What is this rule? It is that we aim for the perfection that our Lord Jesus reveals in the gospel; not that we can attain this during our lifetime, but rather that we are not to step aside one way or another, to the right or to the left, but to aim always for the goal that God has revealed to us. This is how we can be new creatures, by denying ourselves and dedicating ourselves fully to God. Since this is the case, let us make a decision to submit to this rule, and conform our lives to it. For each one of us immediately picks up our feet and legs to run off here or there; but in order not to go astray, we need to learn to hold fast to all that God reveals and teaches us in his Word. Now when Paul asks that peace and mercy be upon such people, it is to declare that, even if all in the world were foolishly to condemn us, we could ignore it and refuse to let it bother us, pursuing our own course. If God is for us, that ought to be sufficient. For if we are shaken by the foolish judgments of the world, and the opinions that they spread about us, we are not rendering to God the honour that is his due. If folk say of us, 'Those people are not living good lives', and we get upset and seek to conform to their tastes, we will surely be moving away from God.
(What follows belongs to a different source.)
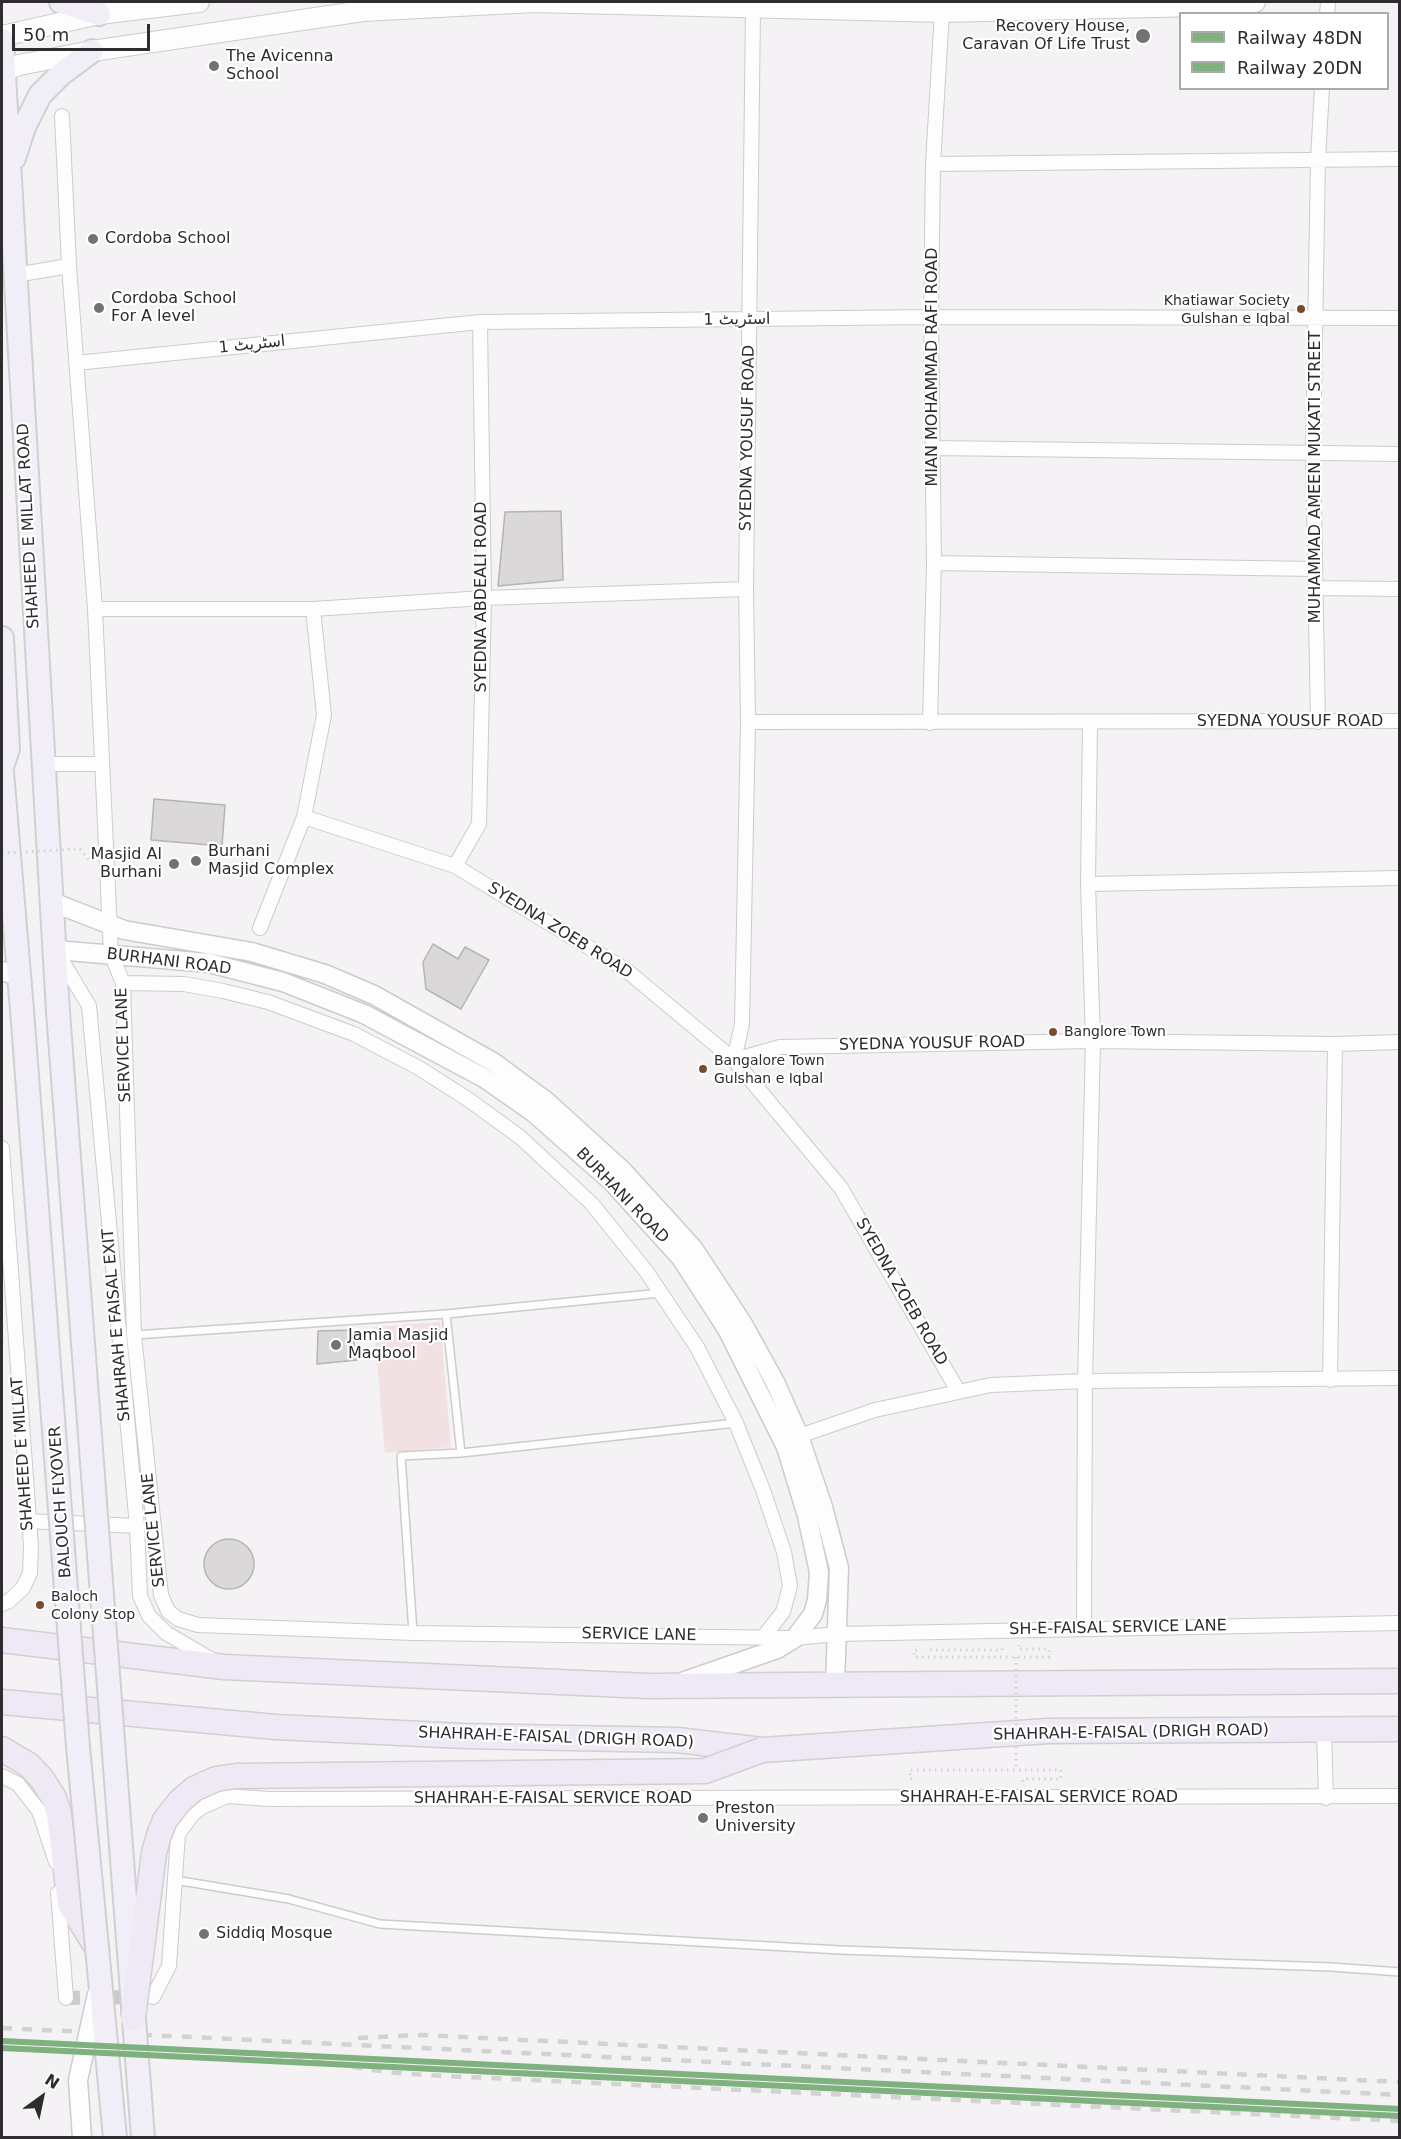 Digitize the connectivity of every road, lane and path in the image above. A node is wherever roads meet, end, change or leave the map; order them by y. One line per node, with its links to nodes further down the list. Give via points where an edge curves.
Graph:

Therefore, let us take good note of what Paul says here, which is that if men condemn us and find things to criticize in that which we do (and it is obvious that the world will never be in harmony with God), it should mean nothing to us. It ought to suffice us that God has blessed us, and offers us complete happiness in this word 'peace', showing that he will have pity on us, however wretched we may be, and however much others may spit in our faces. Although we do not have all the virtues required of us, yet if we aim to follow God, we will always find him to be merciful. He supports us in our weakness, and aids us in our wretchedness. If we have all this, it ought to be enough. On the other hand, although the Holy Spirit blesses those who submit to God's rule, we also know that he curses and detests and loathes all those who go astray, and who make their own imaginations their law. They seek to have liberty to follow whatever seems right to them, and harden themselves against the Word of God. However valued they are by the world, and however much they are intoxicated with pride and presumption, thinking they are ever so important, we can see that God still regards them as detestable. This is what we need to remember: there is only one rule by which we must live and that is contained in the gospel.

Continued...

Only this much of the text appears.